A cool thing that I really liked on mercurial and that I miss in git is the possibility of using shortcuts. Mercurial has them hard-wired. For instance, instead of typing hg status
you could also type hg st
or if you want to commit something: hg ci -m "Commit Message"
, which comes far handier than using hg commit
and then waiting for the editor to start up and save the commit message file. There is also su for summary, and co for checkout. And this really saves you a lot of typing time, as these are the common tasks you want to use.

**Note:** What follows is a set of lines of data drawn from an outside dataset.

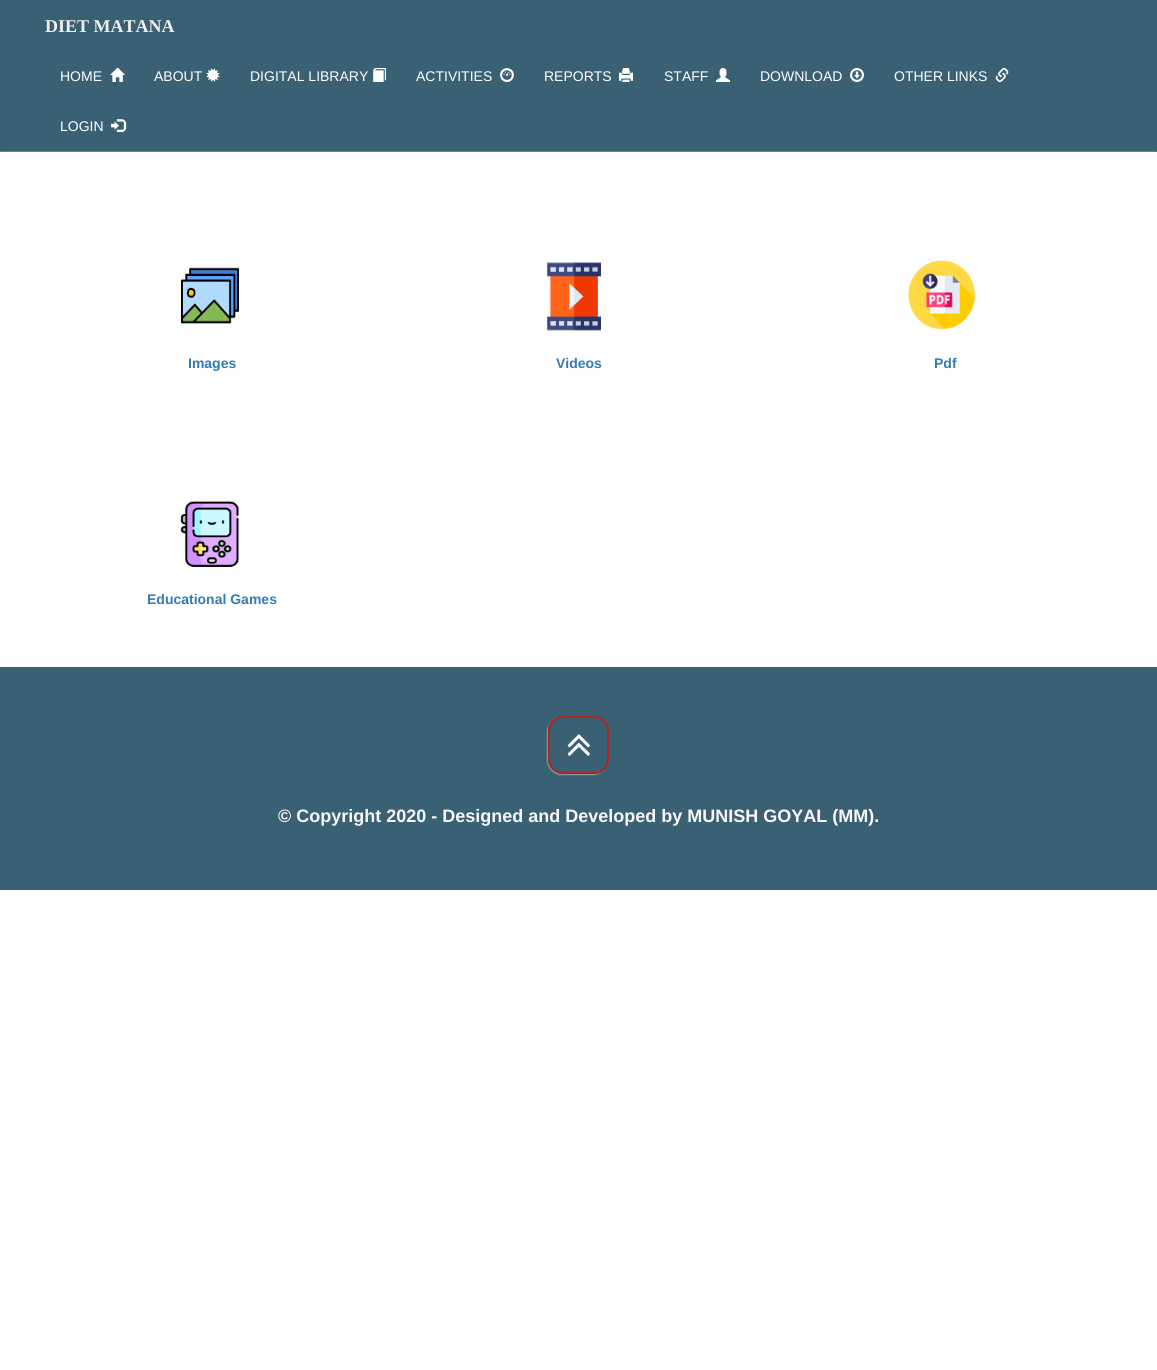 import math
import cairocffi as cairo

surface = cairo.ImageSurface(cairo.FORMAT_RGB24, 1157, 1370)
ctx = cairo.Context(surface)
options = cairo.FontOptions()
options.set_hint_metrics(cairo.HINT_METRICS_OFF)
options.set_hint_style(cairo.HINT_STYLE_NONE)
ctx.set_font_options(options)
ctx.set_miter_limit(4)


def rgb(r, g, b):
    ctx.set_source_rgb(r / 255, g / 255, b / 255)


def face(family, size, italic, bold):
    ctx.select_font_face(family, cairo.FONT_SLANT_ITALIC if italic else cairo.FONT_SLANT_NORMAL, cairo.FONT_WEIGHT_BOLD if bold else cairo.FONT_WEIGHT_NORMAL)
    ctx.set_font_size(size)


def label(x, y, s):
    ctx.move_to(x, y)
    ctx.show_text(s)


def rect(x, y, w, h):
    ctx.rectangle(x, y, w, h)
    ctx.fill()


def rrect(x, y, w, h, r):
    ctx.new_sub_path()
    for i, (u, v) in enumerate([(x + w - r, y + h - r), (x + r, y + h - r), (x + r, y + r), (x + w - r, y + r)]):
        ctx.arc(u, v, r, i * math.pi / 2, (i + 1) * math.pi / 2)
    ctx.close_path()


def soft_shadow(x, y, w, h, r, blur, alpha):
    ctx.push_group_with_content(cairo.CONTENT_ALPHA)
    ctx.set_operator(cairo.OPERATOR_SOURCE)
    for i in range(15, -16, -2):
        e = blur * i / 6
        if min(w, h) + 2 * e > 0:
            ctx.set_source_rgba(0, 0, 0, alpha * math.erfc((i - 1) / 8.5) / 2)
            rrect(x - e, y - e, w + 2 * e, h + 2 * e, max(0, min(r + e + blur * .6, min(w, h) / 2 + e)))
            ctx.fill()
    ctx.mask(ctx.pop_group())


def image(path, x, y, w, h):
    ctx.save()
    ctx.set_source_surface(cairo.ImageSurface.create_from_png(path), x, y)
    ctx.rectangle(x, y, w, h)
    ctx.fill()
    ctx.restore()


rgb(255, 255, 255)
ctx.paint()
rgb(58, 96, 115)
rect(0, 0, 1157, 152)
rgb(97, 128, 143)
ctx.new_path()
ctx.move_to(1157, 152)
ctx.line_to(0, 152)
ctx.line_to(1, 151)
ctx.line_to(1156, 151)
ctx.close_path()
ctx.fill()
face('Liberation Serif', 18, 0, 1)
rgb(239, 239, 239)
label(45, 32, 'DIET MATANA')
face('Liberation Sans', 14, 0, 0)
rgb(255, 255, 255)
label(60, 81, 'HOME')
image('image0.png', 110, 67, 15, 15)
label(154, 81, 'ABOUT')
image('image1.png', 206, 68, 14, 14)
label(250, 81, 'DIGITAL LIBRARY')
image('image2.png', 373, 68, 13, 14)
label(416, 81, 'ACTIVITIES')
image('image3.png', 500, 68, 14, 14)
label(544, 81, 'REPORTS')
image('image4.png', 619, 68, 14, 14)
label(664, 81, 'STAFF')
image('image5.png', 716, 68, 14, 14)
label(760, 81, 'DOWNLOAD')
image('image6.png', 850, 68, 14, 14)
label(894, 81, 'OTHER LINKS')
image('image7.png', 995, 67, 14, 16)
label(60, 131, 'LOGIN')
image('image8.png', 111, 119, 16, 13)
image('image9.png', 181, 267, 58, 57)
face('Liberation Sans', 14, 0, 1)
rgb(51, 122, 183)
label(188, 368, 'Images')
image('image10.png', 547, 262, 54, 69)
label(556, 368, 'Videos')
image('image11.png', 908, 260, 67, 69)
label(934, 368, 'Pdf')
image('image12.png', 180, 501, 60, 66)
label(147, 604, 'Educational Games')
rgb(58, 96, 115)
rect(0, 667, 1157, 223)
ctx.save()
ctx.set_fill_rule(cairo.FILL_RULE_EVEN_ODD)
ctx.new_path()
ctx.move_to(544, 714)
ctx.line_to(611, 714)
ctx.line_to(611, 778)
ctx.line_to(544, 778)
ctx.close_path()
ctx.move_to(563, 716)
ctx.line_to(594, 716)
ctx.curve_to(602, 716, 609, 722.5, 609, 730.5)
ctx.line_to(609, 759.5)
ctx.curve_to(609, 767.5, 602, 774, 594, 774)
ctx.line_to(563, 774)
ctx.curve_to(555, 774, 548, 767.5, 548, 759.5)
ctx.line_to(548, 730.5)
ctx.curve_to(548, 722.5, 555, 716, 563, 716)
ctx.close_path()
ctx.clip()
rgb(255, 253, 223)
soft_shadow(547, 717, 61, 58, 15, 0.5, 0.4)
ctx.restore()
ctx.new_path()
ctx.move_to(563, 717)
ctx.line_to(594, 717)
ctx.curve_to(601.5, 717, 608, 723, 608, 730.5)
ctx.line_to(608, 759.5)
ctx.curve_to(608, 767, 601.5, 773, 594, 773)
ctx.line_to(563, 773)
ctx.curve_to(555.5, 773, 549, 767, 549, 759.5)
ctx.line_to(549, 730.5)
ctx.curve_to(549, 723, 555.5, 717, 563, 717)
ctx.close_path()
rgb(176, 36, 36)
ctx.stroke()
image('image13.png', 567, 734, 23, 22)
face('Liberation Sans', 18, 0, 1)
rgb(248, 248, 248)
label(278, 822, '© Copyright 2020 - Designed and Developed by MUNISH GOYAL (MM).')
surface.write_to_png('render.png')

Git doesn’t come with that possibility, and while I wasn’t using it more often than Mercurial I didn’t bother to figure out how I could make git use some shortcuts. That’s of course possible, as Git is highly configurable. Now, I looked it up and I found out that there’s a highly sophisticated way of doing so.
Just open up your ~/.gitconfig
. In it you will already find something like this. You’ve set this up for your first git usage – if you haven’t used git you’ll need to do it, otherwise git won’t work:
[user] name = Your Name email = youraddy@yourprovider.tld
What we’ll add is a new section, starting with [alias]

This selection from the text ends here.